Give back a single number: the count of lines in the data that contain the string "Культуры".
"""
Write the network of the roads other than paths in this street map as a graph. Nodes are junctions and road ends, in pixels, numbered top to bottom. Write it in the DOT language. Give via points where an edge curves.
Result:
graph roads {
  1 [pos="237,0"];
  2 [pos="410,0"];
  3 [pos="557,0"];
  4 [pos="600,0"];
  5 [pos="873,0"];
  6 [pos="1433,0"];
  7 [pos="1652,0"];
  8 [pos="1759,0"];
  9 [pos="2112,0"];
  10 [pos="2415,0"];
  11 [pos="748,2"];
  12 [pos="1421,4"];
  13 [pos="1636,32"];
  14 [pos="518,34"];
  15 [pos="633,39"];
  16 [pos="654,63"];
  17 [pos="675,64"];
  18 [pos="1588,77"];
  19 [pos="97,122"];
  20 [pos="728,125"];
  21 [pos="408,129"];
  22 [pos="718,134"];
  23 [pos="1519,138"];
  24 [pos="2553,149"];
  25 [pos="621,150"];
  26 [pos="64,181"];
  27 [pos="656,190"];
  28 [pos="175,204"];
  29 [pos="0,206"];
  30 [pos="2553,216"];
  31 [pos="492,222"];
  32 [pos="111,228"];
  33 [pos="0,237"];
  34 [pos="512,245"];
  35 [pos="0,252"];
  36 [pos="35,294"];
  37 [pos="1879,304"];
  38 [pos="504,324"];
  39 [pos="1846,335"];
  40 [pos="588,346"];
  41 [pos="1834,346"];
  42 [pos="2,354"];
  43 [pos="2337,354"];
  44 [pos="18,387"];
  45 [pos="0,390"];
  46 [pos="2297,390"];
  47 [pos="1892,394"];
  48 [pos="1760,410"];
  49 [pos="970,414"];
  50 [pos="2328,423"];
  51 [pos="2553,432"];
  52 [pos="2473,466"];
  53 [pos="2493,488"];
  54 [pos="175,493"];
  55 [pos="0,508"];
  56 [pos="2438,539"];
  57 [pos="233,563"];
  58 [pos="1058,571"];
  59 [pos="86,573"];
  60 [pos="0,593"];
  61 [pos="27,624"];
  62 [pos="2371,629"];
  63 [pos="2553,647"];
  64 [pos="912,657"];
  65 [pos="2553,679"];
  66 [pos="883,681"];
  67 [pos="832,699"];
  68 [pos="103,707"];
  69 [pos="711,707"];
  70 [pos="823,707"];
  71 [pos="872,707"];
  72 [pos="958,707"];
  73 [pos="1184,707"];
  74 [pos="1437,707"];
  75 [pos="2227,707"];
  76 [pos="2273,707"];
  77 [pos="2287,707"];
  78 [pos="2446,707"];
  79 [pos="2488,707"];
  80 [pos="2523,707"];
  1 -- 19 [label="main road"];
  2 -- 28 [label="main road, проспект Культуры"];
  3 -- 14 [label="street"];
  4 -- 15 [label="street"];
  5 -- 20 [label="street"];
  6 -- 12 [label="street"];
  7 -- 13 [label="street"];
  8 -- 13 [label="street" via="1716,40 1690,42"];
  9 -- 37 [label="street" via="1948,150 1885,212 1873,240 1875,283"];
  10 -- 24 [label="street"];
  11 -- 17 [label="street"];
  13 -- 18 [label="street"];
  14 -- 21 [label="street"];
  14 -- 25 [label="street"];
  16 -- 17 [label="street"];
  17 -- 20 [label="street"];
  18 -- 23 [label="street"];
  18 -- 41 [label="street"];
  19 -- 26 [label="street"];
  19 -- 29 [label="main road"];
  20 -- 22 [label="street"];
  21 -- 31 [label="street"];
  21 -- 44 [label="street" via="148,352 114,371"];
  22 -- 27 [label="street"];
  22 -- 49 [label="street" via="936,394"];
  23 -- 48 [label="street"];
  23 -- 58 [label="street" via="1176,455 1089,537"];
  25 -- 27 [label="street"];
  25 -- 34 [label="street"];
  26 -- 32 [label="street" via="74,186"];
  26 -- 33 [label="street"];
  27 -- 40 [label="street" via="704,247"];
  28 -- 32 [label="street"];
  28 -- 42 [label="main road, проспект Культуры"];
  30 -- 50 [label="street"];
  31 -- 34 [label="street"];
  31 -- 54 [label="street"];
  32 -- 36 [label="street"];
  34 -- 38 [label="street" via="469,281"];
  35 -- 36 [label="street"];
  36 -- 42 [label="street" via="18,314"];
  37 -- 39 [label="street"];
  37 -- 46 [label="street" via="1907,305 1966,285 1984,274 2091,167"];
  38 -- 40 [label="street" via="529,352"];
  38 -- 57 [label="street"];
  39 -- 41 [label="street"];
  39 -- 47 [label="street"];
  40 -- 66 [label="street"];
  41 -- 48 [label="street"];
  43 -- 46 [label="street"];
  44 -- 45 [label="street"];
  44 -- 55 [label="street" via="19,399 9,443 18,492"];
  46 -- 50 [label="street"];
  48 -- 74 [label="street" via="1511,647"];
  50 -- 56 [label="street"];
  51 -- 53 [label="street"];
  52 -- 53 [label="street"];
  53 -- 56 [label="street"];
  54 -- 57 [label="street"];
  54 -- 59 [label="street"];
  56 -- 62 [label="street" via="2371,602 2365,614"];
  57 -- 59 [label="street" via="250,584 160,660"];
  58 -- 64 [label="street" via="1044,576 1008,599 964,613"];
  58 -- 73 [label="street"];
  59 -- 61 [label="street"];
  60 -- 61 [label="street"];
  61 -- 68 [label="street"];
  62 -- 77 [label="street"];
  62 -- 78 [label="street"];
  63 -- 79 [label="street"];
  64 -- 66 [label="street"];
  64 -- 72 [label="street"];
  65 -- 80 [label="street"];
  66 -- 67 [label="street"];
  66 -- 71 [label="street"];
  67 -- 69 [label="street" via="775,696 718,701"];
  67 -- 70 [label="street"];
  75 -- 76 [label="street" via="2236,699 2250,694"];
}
"""
### Answer section
2